Problem requirements
Should the word "Perambur" occur in a line of the records, copy that line.
——————————
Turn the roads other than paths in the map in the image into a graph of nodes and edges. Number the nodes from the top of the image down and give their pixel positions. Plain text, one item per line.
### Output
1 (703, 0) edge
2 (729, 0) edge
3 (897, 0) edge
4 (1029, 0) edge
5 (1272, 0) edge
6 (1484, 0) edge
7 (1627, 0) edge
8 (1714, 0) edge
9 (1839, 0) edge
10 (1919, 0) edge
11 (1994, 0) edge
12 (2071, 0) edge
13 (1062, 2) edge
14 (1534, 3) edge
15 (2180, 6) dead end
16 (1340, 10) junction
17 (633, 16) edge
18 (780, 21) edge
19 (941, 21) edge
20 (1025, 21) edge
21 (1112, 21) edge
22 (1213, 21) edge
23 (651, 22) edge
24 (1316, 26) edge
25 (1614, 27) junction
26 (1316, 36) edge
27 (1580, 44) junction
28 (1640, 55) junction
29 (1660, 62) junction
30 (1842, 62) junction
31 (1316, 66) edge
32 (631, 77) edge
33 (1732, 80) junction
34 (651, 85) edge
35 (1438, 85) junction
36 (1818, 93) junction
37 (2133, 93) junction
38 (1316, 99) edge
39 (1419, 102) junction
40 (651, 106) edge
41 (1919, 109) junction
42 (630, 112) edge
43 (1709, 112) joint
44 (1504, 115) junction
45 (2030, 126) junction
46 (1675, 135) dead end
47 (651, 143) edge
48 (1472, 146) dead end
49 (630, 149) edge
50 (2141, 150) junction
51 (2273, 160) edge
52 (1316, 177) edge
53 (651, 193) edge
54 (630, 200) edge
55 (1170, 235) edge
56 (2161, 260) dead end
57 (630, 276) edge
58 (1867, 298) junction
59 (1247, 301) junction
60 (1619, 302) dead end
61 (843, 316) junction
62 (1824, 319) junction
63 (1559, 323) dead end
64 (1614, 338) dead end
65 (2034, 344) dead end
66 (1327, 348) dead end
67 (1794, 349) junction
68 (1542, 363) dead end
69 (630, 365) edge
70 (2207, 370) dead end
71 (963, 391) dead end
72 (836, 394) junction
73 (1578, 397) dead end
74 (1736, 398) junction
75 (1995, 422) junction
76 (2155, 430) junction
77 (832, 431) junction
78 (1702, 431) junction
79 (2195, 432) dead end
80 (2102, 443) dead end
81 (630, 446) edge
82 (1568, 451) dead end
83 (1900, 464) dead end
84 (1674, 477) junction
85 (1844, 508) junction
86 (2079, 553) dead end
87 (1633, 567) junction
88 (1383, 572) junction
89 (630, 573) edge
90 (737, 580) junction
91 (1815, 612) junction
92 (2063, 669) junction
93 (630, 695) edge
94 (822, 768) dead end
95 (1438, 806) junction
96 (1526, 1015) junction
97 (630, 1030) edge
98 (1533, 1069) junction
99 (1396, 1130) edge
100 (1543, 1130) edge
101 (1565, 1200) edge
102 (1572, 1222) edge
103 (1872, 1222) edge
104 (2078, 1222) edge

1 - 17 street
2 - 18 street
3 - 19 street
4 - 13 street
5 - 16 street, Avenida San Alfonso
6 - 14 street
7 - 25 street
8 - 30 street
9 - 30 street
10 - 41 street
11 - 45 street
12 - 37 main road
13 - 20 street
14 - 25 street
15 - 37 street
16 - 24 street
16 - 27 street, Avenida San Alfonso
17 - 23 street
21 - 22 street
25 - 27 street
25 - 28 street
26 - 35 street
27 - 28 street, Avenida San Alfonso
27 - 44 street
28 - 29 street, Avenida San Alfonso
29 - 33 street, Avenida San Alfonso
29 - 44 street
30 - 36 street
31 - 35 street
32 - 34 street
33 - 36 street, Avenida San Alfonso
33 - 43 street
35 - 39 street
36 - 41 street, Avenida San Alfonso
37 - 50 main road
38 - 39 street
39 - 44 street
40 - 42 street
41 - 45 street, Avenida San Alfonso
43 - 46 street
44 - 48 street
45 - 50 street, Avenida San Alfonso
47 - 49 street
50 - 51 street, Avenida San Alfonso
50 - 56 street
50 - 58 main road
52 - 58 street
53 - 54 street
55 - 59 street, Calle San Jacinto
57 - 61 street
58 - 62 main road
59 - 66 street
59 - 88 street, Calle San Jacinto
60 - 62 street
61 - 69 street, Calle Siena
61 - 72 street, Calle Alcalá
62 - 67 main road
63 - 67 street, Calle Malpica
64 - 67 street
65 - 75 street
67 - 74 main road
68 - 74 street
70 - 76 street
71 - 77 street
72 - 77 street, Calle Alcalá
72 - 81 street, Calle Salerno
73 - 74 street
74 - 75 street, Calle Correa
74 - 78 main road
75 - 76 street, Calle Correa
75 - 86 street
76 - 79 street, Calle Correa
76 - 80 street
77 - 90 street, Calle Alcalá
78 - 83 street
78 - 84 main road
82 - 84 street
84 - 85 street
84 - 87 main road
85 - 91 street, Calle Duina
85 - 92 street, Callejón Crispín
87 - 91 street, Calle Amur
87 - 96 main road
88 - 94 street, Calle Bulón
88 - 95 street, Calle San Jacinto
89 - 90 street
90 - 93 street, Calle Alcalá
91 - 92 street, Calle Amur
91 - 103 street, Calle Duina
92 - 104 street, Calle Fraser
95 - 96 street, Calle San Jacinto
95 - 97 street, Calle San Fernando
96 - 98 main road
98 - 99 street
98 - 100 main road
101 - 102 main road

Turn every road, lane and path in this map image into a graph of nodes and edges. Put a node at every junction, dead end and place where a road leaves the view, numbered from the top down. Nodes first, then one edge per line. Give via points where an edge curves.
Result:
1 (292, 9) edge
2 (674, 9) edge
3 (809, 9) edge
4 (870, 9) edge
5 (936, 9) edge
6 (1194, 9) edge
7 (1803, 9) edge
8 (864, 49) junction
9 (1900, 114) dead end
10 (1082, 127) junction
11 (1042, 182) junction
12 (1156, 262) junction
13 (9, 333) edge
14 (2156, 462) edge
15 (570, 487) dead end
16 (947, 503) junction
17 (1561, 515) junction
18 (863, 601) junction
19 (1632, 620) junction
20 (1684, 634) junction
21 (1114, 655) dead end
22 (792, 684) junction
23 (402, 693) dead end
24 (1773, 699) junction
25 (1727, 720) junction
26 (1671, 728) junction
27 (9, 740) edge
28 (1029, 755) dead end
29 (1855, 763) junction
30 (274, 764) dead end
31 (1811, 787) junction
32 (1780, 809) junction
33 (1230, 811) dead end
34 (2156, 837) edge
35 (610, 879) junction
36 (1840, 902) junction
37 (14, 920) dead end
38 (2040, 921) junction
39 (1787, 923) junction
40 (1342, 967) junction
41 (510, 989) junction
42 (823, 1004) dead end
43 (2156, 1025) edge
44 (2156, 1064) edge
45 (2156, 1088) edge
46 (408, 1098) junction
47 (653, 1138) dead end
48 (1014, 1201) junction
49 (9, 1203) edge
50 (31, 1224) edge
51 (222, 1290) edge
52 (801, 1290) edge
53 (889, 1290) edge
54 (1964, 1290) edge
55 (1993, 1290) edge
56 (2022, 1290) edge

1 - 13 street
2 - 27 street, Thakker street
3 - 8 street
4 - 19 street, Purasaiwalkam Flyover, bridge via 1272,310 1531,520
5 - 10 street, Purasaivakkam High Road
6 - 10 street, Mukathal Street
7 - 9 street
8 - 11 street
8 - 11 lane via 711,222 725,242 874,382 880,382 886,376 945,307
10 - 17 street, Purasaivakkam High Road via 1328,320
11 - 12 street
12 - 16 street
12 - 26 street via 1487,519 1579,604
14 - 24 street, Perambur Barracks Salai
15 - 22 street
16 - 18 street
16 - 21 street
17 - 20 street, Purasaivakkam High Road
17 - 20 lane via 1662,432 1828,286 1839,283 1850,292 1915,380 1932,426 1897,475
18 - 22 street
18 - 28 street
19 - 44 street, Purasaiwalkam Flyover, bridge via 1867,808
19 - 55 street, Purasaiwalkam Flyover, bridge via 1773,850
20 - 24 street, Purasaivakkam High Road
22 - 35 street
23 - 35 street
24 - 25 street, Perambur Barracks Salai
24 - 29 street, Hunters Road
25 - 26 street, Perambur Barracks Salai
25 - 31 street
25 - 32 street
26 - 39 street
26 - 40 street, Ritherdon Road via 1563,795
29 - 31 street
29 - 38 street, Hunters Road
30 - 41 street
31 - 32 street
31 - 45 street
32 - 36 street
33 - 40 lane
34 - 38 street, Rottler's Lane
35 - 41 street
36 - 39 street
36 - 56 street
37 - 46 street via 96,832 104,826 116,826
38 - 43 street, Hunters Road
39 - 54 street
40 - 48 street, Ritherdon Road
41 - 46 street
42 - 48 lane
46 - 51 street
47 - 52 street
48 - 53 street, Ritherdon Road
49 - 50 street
——————————
Written answer
14 - 24 street, Perambur Barracks Salai
24 - 25 street, Perambur Barracks Salai
25 - 26 street, Perambur Barracks Salai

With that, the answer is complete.